Feature: ARM32 NEON Kernel Portability

### Describe what you are looking for

NEON extensions have been back-ported to Arm v8.2 which still ship to hundreds of millions devices worldwide. I've started considering adding such a compatibility layer for older Android devices, but for now - it's low priority.

## What's truly ARM64-only

Only two things have no ARM32 equivalent:
- `float64x2_t` — the type doesn't exist on AArch32 (no 64-bit float SIMD)
- `vrndnq_f32` — no NEON rounding instruction on AArch32

Everything else has a portable helper — including `vqtbl1q_u8` (via `vtbl2`) and all horizontal reductions (via `vpadd` cascades). Functions that accumulate in f64 for precision (like `nk_dot_f32_neon`) use `nk_b128_vec_t` as a portable accumulator: SIMD f64 FMA on ARM64, NEON f32 multiply + scalar f64 accumulation via VFP on ARM32.

## Portable helpers

There are several helpers we can add to keep the kernel code clean, replacing pure intrinsic usage.

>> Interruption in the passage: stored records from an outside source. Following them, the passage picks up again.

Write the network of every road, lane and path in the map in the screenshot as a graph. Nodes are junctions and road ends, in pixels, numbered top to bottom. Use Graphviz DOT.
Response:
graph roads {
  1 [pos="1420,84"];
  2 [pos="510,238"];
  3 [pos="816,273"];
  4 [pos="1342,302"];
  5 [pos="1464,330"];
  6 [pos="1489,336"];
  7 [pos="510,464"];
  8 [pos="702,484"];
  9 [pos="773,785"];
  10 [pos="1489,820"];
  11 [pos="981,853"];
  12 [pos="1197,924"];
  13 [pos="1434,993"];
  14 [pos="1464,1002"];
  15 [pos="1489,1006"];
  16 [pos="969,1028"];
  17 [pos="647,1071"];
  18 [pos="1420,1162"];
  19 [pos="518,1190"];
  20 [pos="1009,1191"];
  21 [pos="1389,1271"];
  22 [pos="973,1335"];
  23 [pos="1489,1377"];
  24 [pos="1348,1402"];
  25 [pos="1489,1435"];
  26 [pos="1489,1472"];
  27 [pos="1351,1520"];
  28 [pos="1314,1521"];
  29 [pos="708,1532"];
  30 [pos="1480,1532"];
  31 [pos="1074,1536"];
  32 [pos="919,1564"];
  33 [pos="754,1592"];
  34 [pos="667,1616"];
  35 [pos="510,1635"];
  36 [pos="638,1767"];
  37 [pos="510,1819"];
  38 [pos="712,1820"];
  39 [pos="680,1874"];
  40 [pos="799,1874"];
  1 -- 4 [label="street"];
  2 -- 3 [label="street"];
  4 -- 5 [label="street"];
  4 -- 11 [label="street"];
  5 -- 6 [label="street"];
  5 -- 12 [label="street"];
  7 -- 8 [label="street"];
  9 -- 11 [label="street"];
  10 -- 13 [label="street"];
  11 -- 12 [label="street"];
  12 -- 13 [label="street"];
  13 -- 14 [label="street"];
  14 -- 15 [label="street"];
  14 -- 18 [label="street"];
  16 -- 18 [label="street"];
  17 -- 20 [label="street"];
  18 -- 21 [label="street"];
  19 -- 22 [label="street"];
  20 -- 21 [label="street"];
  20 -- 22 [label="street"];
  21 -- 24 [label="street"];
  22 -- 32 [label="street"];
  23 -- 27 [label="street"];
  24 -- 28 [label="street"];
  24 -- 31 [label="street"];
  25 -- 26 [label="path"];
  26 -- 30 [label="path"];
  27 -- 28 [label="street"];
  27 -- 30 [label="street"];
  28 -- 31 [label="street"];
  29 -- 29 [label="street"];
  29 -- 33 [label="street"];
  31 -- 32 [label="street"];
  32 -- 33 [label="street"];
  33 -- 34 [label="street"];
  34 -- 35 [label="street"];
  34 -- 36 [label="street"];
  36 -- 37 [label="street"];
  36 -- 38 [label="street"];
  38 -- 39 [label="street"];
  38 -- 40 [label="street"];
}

### Reduction helpers in `reduce/neon.h`

| Helper                        | Replaces     | ARM32 implementation               |
| ----------------------------- | ------------ | ---------------------------------- |
| `nk_f32x4_reduce_sum_neon_`   | `vaddvq_f32` | `vpadd_f32` cascade                |
| `nk_i32x4_reduce_sum_neon_`   | `vaddvq_s32` | `vpadd_s32` cascade                |
| `nk_u32x4_reduce_sum_neon_`   | `vaddvq_u32` | `vpadd_u32` cascade                |
| `nk_f64x2_reduce_sum_neon_`   | `vaddvq_f64` | ARM64-only, guarded                |
| `nk_u8x16_reduce_sum_neon_`   | `vaddlvq_u8` | `vpaddlq` cascade (u8→u16→u32→u64) |
| `nk_f32x4_reduce_max_neon_`   | `vmaxvq_f32` | `vpmax_f32` cascade                |
| `nk_f32x4_reduce_min_neon_`   | `vminvq_f32` | `vpmin_f32` cascade                |
| `nk_f32x4_pairwise_add_neon_` | `vpaddq_f32` | two `vpadd_f32` + `vcombine_f32`   |
| `nk_i32x4_pairwise_add_neon_` | `vpaddq_s32` | two `vpadd_s32` + `vcombine_s32`   |
| `nk_u32x4_pairwise_add_neon_` | `vpaddq_u32` | two `vpadd_u32` + `vcombine_u32`   |

### Conversion helpers in `cast/neon.h`

| Helper                           | Replaces                  | ARM32 implementation                  |
| -------------------------------- | ------------------------- | ------------------------------------- |
| `nk_f16x8_high_to_f32x4_neon_`   | `vcvt_high_f32_f16`       | `vcvt_f32_f16(vget_high_f16(...))`    |
| `nk_f64x2_from_f32x4_high_neon_` | `vcvt_high_f64_f32`       | ARM64-only, guarded                   |
| `nk_u16x8_shll_high_16_neon_`    | `vshll_high_n_u16(v, 16)` | `vshll_n_u16(vget_high_u16(...), 16)` |
| `nk_u8x16_tbl1_neon_`            | `vqtbl1q_u8`              | `vtbl2_u8` with split halves          |

### f64-precision accumulator in `dot/neon.h`

For `nk_dot_f32_neon` and similar functions that accumulate in f64 for numerical stability.
Uses `nk_b128_vec_t` as the portable accumulator type.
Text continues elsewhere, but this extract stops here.